* Records drawn from a dataset:
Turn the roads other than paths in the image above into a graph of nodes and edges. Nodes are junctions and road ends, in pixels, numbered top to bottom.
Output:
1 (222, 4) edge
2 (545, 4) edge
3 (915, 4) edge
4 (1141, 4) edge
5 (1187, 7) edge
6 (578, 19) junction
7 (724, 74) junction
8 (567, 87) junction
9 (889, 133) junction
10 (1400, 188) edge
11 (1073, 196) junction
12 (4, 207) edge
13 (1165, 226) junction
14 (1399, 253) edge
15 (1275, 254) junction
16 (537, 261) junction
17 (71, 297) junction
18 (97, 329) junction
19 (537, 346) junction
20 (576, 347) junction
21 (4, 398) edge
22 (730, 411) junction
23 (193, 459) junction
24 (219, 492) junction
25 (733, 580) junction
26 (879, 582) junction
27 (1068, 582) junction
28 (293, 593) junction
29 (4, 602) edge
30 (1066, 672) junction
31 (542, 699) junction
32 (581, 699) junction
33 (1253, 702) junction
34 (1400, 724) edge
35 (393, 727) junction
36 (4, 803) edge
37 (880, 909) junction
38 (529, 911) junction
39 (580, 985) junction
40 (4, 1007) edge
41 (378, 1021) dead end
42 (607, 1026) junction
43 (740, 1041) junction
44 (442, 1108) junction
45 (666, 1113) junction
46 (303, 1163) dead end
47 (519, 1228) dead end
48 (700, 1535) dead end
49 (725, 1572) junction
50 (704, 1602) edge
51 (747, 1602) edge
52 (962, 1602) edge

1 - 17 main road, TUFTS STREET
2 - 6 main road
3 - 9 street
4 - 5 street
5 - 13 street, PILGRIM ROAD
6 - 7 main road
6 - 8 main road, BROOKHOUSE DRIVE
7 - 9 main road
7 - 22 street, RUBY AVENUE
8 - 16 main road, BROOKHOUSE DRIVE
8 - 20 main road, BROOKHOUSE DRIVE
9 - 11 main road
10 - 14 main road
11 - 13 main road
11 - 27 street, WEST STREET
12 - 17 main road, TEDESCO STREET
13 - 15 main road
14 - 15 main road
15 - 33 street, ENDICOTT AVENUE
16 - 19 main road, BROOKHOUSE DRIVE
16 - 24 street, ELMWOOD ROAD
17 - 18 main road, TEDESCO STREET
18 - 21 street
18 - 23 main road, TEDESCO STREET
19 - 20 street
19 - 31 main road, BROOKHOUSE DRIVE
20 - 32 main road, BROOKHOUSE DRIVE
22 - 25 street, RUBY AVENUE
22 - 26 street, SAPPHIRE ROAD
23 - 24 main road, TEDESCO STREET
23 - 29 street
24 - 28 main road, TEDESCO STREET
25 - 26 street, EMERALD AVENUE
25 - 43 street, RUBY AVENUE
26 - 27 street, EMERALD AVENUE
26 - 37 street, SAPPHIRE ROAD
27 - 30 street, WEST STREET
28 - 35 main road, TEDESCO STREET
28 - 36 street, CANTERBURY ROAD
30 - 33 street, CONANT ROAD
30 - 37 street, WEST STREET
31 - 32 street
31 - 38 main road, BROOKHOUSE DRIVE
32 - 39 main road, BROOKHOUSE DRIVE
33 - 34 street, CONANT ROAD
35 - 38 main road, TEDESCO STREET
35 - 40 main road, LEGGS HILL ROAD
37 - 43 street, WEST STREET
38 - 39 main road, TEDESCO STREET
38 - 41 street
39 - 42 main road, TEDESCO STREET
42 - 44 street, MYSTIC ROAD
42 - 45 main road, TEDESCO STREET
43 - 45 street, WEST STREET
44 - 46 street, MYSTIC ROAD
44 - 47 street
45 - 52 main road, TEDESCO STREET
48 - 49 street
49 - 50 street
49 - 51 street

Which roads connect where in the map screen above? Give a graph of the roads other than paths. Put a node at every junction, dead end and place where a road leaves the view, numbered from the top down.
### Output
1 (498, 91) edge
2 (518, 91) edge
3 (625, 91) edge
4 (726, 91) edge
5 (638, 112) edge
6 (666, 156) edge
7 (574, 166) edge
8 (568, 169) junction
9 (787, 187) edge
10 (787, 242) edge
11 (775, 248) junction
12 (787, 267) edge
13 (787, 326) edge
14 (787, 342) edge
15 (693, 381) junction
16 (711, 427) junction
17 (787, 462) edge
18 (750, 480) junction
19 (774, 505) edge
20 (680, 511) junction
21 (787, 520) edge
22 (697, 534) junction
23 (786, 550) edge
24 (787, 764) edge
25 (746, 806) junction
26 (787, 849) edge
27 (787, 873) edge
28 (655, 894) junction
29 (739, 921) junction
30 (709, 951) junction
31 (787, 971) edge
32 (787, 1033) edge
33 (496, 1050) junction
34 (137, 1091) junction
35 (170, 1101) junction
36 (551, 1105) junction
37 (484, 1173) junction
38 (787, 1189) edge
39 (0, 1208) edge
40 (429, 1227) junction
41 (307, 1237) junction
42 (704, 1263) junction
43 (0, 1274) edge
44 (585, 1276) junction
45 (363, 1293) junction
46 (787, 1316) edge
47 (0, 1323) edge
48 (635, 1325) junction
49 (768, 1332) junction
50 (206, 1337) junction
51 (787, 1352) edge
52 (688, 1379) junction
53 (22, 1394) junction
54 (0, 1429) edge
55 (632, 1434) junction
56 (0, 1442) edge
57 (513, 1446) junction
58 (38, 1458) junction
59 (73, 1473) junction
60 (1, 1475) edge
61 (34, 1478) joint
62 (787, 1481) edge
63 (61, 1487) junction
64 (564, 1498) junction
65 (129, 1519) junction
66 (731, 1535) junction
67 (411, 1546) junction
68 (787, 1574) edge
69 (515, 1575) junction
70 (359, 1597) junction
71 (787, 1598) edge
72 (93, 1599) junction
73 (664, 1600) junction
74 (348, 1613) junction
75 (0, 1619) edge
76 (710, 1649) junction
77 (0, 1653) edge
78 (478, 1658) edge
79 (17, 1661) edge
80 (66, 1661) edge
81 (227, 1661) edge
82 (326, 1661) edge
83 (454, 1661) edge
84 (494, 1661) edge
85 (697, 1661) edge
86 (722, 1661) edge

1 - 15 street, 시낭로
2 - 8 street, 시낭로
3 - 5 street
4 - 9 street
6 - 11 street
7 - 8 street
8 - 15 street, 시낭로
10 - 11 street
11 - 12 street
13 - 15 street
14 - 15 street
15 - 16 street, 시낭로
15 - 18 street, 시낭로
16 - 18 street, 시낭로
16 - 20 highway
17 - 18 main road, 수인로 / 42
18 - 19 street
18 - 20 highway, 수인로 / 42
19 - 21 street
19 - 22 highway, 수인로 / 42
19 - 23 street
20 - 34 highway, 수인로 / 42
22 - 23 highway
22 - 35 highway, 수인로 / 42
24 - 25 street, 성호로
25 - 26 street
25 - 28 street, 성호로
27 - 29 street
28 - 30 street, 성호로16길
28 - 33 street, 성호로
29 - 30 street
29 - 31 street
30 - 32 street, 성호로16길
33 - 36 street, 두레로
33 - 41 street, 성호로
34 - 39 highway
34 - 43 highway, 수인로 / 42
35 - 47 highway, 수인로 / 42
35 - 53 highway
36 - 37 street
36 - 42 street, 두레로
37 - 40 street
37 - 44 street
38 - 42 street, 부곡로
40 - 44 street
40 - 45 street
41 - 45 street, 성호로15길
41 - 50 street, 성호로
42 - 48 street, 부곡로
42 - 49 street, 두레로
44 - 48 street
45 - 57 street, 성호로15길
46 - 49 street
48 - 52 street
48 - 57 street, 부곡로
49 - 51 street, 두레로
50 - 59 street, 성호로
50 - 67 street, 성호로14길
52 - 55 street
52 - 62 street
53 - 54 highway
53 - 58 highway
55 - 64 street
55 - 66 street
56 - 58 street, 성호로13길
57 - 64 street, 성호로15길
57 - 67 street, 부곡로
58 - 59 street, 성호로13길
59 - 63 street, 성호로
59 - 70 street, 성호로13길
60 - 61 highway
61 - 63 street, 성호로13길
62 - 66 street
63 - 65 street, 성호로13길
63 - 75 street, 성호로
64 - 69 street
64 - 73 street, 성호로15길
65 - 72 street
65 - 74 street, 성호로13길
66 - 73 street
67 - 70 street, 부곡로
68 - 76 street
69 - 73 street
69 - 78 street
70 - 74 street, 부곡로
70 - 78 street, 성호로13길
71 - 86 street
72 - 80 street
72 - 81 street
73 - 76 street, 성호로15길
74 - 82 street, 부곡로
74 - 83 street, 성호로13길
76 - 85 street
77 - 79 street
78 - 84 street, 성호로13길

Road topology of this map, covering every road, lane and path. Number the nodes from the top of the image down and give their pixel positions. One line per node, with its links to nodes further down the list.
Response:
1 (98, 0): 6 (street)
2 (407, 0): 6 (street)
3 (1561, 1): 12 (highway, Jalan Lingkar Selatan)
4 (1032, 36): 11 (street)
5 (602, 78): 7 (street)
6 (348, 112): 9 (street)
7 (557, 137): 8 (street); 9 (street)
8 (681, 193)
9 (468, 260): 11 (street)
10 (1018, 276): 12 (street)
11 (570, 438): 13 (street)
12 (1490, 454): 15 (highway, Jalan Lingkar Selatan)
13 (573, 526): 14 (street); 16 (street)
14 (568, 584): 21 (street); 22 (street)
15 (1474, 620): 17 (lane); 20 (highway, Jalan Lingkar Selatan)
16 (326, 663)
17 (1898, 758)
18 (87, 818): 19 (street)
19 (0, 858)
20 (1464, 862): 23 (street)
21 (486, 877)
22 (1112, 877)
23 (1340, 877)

* EXERCISE:
Among the lines above, find the ones containing "AVENUE" and copy them.

* RESPONSE AREA:
7 - 22 street, RUBY AVENUE
15 - 33 street, ENDICOTT AVENUE
22 - 25 street, RUBY AVENUE
25 - 26 street, EMERALD AVENUE
25 - 43 street, RUBY AVENUE
26 - 27 street, EMERALD AVENUE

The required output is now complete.